Collective campaigns: the shape of things to come

March 01, 2005

Collective campaigns: the shape of things to come

March 01 2005

by Briefing Staff

Briefing finds campaigners are beginning to see the benefits of speaking with a collective voice in the fight for column inches

The World Social Forum (WSF) defies neat summaries. The 100,000 or more social, political and environmental activists who left the five-day jamboree on the last day of January did so without a formal agreement or declaration from the proceedings.

In contrast to last year’s event in Mumbai, India, the organisers of the fifth WSF opted for smaller, more disparate sessions and few, if any, high profile speakers. Networking, dialogue and information sharing were the order of the day this year.

In addition to attending the 2,000 workshops and discussion events, the large campaign organisations and development agencies now see the WSF as a key date to get together and strategise for the year ahead. These discussions continue to be dominated by the international political agenda, evidence that governments remain the primary target of campaigning efforts.

For 2005, the flashpoints for campaign action will be the multilateral meetings of the G8 in Gleneagles, Scotland, on July 1, the UN Millennium Summit in New York on September 10 and the World Trade Organisation ministerial in Hong Kong this December.

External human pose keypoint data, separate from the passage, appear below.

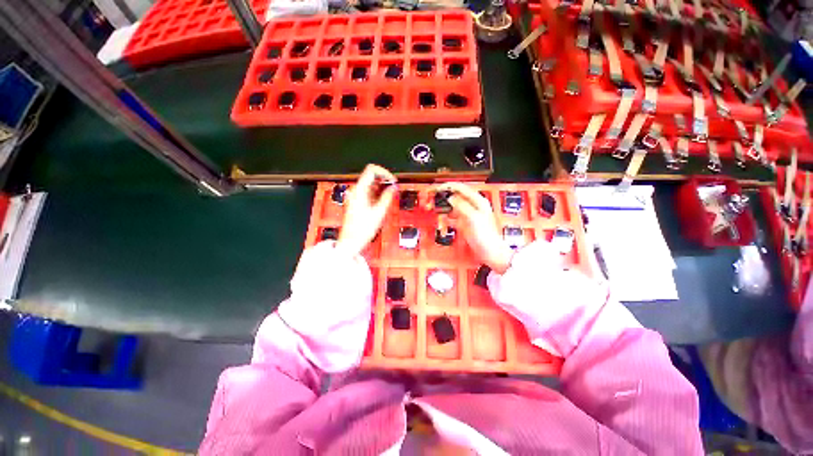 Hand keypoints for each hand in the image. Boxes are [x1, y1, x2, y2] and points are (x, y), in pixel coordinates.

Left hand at [336, 164, 396, 255]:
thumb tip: (394, 187)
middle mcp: (355, 191)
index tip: (392, 180)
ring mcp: (355, 196)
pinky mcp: (356, 202)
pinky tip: (382, 202)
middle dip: (384, 180)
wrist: (351, 241)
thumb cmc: (361, 229)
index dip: (384, 172)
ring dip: (381, 188)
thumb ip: (388, 197)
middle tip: (394, 188)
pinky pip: (368, 192)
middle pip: (371, 176)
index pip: (372, 170)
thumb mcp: (379, 212)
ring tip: (389, 196)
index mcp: (359, 190)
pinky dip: (376, 194)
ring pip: (370, 184)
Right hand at [435, 182, 513, 273]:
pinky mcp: (464, 223)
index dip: (448, 187)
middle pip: (455, 196)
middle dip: (443, 197)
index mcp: (478, 201)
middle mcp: (473, 206)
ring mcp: (468, 215)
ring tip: (437, 211)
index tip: (437, 189)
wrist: (490, 251)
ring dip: (444, 208)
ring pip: (452, 207)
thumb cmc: (486, 236)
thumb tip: (450, 198)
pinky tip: (442, 222)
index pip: (461, 188)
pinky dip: (446, 218)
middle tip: (433, 199)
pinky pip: (452, 217)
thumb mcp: (473, 218)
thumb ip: (461, 206)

Despite the lack of official consensus, what was striking at the WSF was the acknowledgement by key players in the campaign community that they must work together if they are to effect change.

The Global Call Against Poverty (GCAP), launched on January 27 is just one example of such collaboration. Other notable cases include the global anti-WTO campaign ‘Our World Is Not For Sale’ [], the UK’s Coalition for Corporate Responsibility [] and the Latin American local rights groups, Via Campesina and Red Vida. Many WSF delegates also cite recent collective campaigns against Union Carbide, Suez and Coca-Cola as the shape of things to come.

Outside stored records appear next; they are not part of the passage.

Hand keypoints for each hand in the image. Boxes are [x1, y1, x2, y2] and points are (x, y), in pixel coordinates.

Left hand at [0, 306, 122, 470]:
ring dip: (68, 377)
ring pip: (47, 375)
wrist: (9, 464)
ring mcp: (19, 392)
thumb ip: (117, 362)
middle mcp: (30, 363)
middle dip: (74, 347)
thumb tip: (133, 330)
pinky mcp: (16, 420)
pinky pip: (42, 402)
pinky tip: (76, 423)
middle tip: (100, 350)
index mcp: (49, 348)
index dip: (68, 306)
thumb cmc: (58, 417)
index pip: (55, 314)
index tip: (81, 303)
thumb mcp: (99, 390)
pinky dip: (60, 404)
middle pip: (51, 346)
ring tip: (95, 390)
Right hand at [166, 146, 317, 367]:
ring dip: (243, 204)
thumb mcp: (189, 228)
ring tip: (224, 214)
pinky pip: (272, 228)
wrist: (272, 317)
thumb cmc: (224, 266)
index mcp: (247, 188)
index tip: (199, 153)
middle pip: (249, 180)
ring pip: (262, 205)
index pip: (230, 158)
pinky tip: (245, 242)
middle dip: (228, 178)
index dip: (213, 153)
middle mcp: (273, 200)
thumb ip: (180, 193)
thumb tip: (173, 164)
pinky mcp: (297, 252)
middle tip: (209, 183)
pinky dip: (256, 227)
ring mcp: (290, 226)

The shift towards greater collaboration is in part a feature of political realism. In the fight for column inches, campaign groups are beginning to see the benefits of speaking with a collective voice.

Another emerging factor is the growing awareness among campaign and policy leaders of the connections between their causes.

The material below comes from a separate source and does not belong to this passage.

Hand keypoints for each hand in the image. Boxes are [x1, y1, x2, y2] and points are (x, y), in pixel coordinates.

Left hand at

“It is clear how violations of environment laws lead to widespread violations of economic, social and environmental rights”, a spokesperson for Amnesty International told Briefing. “In the case of Bhopal, this meant violation of the right to water because of the contamination, violation of the right to health, violation of the right to housing because the communities have now been dislocated.”

A practical example of such cooperation in practice was provided by a march in Porto Alegre on Saturday against Monsanto’s promotion of genetically engineered soybeans in Brazil and Argentina. While Greenpeace was out in force, as might be expected, making their case on the environmental impacts of genetically modified crops, they were also joined by small farmer groups, forestry campaigners, land rights protestors and anti-poverty organizations.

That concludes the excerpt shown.